Saturday afternoon, I got started on The River of Doubt: Theodore Roosevelt’s Darkest Journey by Candice Millard. It wasn’t long before I found some nits to pick. The first sentence of the first chapter reads: “The line outside Madison Square Garden started to form at 5:30 p.m., just as an orange autumn sun was setting in New York City on Halloween Eve, 1912.”
“Now wait just one minute there, missy,” thought I, “even in Ashtabula, several hundred miles to the west, the ‘orange autumn sun’ is all but gone by 5:30 in the waning days of October.” Indulging my suddenly curious mind, I went to the U.S. Naval Observatory website via Google, and learned the sun had set over New York at 4:55 that afternoon.
Then I wondered about “Halloween Eve.” Halloween is a contraction of All Hallows’ Eve, so October 30 would be All Hallows’ Eve Eve. And with that, I decided it was time to get out of the apartment. In the hallway, I stopped to talk to Al, who was on his way to his mailbox.
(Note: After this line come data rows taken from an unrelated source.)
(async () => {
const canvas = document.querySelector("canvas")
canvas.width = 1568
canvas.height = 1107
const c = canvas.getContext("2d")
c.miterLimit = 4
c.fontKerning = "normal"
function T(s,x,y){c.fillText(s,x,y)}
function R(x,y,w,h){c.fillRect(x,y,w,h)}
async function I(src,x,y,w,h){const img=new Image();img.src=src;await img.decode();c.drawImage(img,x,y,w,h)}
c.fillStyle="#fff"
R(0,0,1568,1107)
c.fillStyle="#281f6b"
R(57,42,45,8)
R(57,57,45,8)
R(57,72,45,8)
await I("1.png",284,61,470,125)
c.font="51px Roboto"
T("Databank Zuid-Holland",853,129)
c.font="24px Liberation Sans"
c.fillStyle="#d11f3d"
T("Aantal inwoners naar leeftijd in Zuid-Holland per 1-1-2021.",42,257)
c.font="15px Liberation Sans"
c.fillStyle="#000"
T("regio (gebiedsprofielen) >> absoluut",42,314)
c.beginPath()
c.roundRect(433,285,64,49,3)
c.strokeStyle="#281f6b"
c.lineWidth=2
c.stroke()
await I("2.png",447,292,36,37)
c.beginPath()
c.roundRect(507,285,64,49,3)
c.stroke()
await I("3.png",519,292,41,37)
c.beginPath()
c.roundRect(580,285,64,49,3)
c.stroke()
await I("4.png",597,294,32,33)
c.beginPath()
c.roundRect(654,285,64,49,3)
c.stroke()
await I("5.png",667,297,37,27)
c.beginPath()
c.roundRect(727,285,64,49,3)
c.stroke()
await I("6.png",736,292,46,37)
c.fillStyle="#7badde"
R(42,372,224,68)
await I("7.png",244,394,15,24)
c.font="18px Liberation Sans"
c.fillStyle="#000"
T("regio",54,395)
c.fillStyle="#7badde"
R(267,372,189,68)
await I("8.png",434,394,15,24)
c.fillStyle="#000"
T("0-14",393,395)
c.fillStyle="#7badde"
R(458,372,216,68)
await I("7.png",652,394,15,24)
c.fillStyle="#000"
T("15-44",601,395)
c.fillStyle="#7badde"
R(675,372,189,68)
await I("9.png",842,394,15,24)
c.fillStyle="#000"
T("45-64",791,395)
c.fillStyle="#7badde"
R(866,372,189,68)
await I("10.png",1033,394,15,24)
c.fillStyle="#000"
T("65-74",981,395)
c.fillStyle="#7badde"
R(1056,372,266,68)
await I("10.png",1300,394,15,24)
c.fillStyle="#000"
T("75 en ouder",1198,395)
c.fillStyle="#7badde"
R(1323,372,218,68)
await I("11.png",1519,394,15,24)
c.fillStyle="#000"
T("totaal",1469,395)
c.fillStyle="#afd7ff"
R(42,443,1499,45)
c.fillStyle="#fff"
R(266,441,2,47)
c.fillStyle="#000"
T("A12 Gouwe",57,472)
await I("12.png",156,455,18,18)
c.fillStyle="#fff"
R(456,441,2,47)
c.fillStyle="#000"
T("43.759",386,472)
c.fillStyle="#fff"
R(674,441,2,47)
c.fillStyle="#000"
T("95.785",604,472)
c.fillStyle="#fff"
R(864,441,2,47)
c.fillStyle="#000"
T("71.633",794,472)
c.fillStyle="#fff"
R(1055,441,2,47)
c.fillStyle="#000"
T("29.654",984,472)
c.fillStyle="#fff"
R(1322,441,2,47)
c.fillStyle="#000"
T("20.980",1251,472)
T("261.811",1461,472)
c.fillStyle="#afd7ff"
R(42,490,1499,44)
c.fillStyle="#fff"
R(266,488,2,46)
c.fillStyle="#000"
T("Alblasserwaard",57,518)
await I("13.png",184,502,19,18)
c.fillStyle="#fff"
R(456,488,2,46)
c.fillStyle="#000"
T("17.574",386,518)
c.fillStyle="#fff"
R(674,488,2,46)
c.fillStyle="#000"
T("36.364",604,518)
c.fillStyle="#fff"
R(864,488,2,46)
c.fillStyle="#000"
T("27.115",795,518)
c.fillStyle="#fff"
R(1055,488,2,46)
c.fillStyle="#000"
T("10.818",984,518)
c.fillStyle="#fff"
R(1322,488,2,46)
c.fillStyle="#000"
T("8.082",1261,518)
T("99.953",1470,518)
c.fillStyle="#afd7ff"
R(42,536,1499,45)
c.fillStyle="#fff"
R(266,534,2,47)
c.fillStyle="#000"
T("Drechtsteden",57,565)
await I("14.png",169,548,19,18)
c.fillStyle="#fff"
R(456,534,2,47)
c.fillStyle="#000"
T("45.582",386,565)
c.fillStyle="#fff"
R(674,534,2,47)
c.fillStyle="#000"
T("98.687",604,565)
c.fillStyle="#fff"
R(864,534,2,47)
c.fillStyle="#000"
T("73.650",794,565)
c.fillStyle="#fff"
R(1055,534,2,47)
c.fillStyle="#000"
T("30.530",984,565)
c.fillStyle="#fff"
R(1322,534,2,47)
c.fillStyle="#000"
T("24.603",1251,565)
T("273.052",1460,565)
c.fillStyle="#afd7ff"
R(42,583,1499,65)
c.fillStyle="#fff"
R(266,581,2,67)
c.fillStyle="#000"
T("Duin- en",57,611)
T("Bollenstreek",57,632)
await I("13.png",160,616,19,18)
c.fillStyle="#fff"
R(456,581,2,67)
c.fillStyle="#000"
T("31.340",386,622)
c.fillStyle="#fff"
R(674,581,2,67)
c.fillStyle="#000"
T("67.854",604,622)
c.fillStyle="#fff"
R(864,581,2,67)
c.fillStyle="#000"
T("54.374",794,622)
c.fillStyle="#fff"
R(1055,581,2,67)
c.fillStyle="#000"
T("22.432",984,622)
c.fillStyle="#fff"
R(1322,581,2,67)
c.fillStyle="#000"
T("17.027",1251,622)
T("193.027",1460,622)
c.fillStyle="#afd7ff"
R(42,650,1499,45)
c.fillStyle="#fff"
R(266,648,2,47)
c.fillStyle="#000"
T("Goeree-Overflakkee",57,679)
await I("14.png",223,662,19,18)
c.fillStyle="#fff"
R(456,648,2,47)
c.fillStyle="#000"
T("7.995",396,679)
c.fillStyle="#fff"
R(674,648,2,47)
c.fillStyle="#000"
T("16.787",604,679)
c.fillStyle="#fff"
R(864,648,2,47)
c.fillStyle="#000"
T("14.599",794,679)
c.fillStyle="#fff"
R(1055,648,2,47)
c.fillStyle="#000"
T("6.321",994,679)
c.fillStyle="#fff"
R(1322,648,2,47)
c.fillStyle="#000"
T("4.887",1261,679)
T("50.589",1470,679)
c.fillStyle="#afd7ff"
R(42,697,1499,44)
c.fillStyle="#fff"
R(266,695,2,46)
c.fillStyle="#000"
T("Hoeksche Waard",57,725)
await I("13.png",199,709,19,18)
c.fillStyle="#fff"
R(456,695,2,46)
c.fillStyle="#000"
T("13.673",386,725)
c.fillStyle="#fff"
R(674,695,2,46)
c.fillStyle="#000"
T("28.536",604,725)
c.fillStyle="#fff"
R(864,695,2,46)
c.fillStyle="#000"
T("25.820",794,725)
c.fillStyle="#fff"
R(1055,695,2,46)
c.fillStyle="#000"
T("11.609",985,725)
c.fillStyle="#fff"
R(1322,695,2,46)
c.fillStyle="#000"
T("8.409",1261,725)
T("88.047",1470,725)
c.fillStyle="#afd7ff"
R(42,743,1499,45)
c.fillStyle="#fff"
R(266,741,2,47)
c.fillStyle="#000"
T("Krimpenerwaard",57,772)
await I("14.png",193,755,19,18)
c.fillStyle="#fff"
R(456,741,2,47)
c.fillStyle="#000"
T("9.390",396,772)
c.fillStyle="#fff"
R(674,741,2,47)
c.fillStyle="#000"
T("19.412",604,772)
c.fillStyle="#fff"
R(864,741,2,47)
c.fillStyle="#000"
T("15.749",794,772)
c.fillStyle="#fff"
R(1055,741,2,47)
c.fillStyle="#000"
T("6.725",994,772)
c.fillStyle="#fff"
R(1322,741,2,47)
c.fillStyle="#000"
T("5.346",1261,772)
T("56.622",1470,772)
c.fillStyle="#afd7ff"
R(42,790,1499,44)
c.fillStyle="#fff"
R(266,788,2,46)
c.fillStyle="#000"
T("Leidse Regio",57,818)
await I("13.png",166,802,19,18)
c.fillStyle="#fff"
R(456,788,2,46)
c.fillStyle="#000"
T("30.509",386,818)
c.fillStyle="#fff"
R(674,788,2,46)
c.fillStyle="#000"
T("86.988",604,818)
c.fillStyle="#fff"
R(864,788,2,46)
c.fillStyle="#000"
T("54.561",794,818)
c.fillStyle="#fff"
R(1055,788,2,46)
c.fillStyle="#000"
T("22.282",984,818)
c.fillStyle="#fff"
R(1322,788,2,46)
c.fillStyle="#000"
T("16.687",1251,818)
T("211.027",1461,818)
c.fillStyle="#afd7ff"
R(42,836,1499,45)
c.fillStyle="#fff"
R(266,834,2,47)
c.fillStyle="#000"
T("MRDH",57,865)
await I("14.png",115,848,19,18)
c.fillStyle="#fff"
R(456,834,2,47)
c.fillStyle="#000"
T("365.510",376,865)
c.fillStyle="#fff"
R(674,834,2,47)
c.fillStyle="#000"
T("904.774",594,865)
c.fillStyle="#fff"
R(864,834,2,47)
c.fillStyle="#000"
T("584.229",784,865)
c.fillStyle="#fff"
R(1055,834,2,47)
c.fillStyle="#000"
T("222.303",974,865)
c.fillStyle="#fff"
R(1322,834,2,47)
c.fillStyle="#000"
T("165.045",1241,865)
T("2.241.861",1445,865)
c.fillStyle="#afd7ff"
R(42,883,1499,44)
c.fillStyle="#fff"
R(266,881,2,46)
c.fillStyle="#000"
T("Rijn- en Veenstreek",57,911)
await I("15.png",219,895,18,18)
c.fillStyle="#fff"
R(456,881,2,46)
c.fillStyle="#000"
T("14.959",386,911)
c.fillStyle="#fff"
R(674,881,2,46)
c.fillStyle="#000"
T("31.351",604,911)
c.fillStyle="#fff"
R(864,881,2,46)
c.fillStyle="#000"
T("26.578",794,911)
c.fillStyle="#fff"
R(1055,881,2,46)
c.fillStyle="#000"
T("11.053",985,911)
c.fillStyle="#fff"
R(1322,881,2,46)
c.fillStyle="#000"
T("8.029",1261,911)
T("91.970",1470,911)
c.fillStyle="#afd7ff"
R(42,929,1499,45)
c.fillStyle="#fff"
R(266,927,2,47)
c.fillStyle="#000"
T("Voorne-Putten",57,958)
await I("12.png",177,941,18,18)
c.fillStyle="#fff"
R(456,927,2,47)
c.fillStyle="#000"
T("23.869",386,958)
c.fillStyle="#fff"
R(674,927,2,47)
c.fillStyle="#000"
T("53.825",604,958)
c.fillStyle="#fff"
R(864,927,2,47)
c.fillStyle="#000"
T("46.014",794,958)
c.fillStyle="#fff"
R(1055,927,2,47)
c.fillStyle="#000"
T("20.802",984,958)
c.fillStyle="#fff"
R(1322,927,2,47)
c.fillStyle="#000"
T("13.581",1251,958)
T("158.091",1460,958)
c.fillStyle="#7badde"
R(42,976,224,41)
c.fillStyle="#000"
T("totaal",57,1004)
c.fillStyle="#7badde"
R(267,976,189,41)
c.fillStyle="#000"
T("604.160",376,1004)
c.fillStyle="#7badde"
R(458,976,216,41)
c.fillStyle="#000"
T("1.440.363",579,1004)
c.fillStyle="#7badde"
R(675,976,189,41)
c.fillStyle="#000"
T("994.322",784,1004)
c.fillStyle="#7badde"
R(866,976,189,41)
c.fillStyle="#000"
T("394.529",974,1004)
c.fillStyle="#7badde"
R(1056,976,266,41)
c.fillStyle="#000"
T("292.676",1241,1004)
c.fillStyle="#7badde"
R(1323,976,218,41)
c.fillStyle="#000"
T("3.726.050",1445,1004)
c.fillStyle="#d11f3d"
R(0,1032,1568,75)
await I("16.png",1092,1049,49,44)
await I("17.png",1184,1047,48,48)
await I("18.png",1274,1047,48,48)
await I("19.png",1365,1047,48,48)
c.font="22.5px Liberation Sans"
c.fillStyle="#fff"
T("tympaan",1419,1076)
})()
A few minutes later, Louise, who was on her way back with her mail, joined us.
“What are you doing?” she asked Al.
“I’m going to see if I got any mail.”
“Well, I’m going to go back upstairs,” Al said. “Then I’ll go out on the porch and smoke me a cigar. Then I’ll have a glass of wine, and then I’ll get my pipe and have toke.”
“After that?” Louise asked.
“Oh, I’ll probably eat some chocolate.”
“That’s when you call me,” Louise said. “I don’t care about the rest of that stuff, but I do love chocolate.”
Now that I have a recorder, Al has been reluctant to talk while it’s on. But, ever since I gave him the newspaper article about the Battle of Song Be, he has been writing to and talking with several men who served with him in Viet Nam. The other night, he was trying to draw a map of the area around the compound at Song Be based on a letter he’d received from one of the men who was there.
“This stuff is driving me crazy,” Al said. “And, god damn it, Tom, it’s all your fault. You’re the one who got all this started.”
I guess I was. And I believe there are three or four old men who are delighted that I did.
The piped-in music at Covenant Woods has undergone a generational shift. Henry Mancini, Glenn Miller, Frank Sinatra, Dean Martin and Andy Williams have been sent packing. Now the music of the Beatles and Beach Boys fills the hallways.
Alas, when elevator music is the music of your youth, it can only mean one thing: You’re old.